▸ Task brief: Give back every record word for word, keeping the pictures out.

(Dataset entries)

···

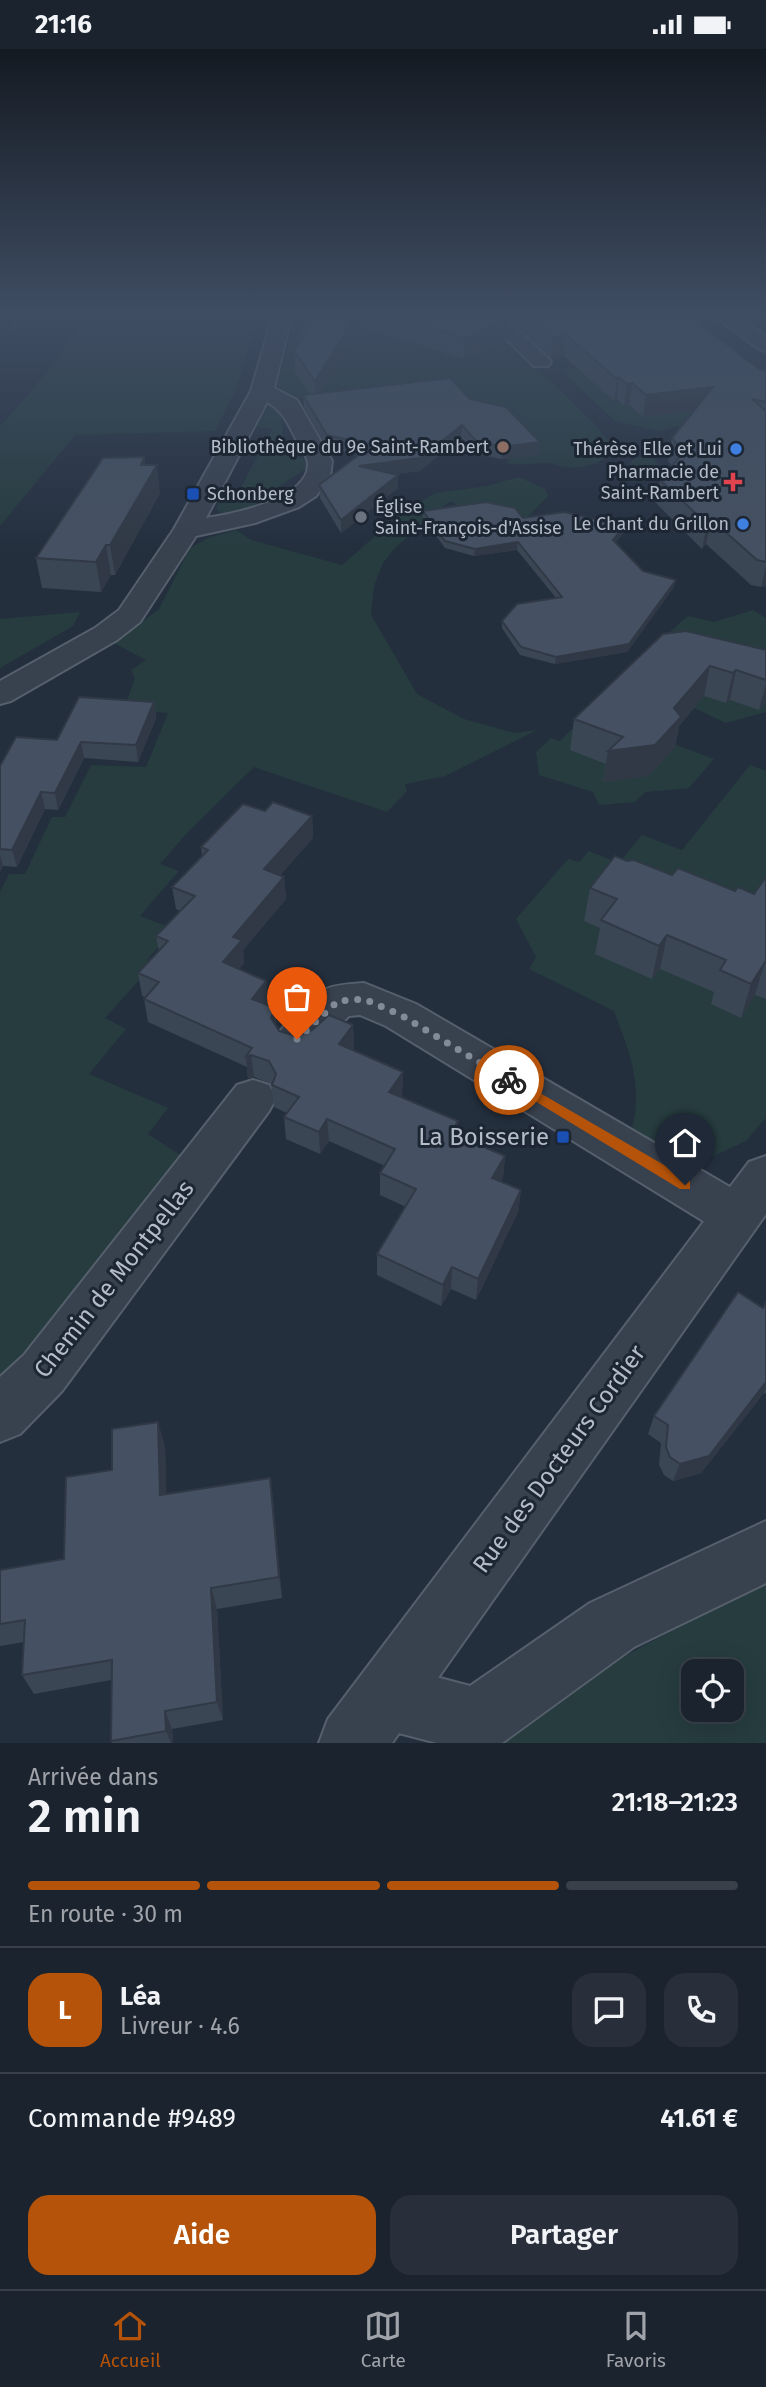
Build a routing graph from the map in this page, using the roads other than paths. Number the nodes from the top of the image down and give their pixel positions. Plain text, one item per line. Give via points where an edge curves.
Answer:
1 (262, 391) joint
2 (187, 529) junction
3 (0, 694) edge
4 (297, 1039) edge
5 (253, 1098) dead end
6 (751, 1196) edge
7 (0, 1415) edge
8 (766, 1551) edge
9 (370, 1720) edge

1 - 2 street
1 - 2 street via 289,405 322,471 315,483 277,508
2 - 3 street via 130,616
4 - 6 street via 338,1001 364,999
5 - 7 street, Chemin de Montpellas via 43,1373
6 - 9 street, Rue des Docteurs Cordier
8 - 9 street via 612,1625 477,1721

···

▸ Completed exercise:
Build a routing graph from the map in this page, using the roads other than paths. Number the nodes from the top of the image down and give their pixel positions. Plain text, one item per line. Give via points where an edge curves.
Answer:
1 (262, 391) joint
2 (187, 529) junction
3 (0, 694) edge
4 (297, 1039) edge
5 (253, 1098) dead end
6 (751, 1196) edge
7 (0, 1415) edge
8 (766, 1551) edge
9 (370, 1720) edge

1 - 2 street
1 - 2 street via 289,405 322,471 315,483 277,508
2 - 3 street via 130,616
4 - 6 street via 338,1001 364,999
5 - 7 street, Chemin de Montpellas via 43,1373
6 - 9 street, Rue des Docteurs Cordier
8 - 9 street via 612,1625 477,1721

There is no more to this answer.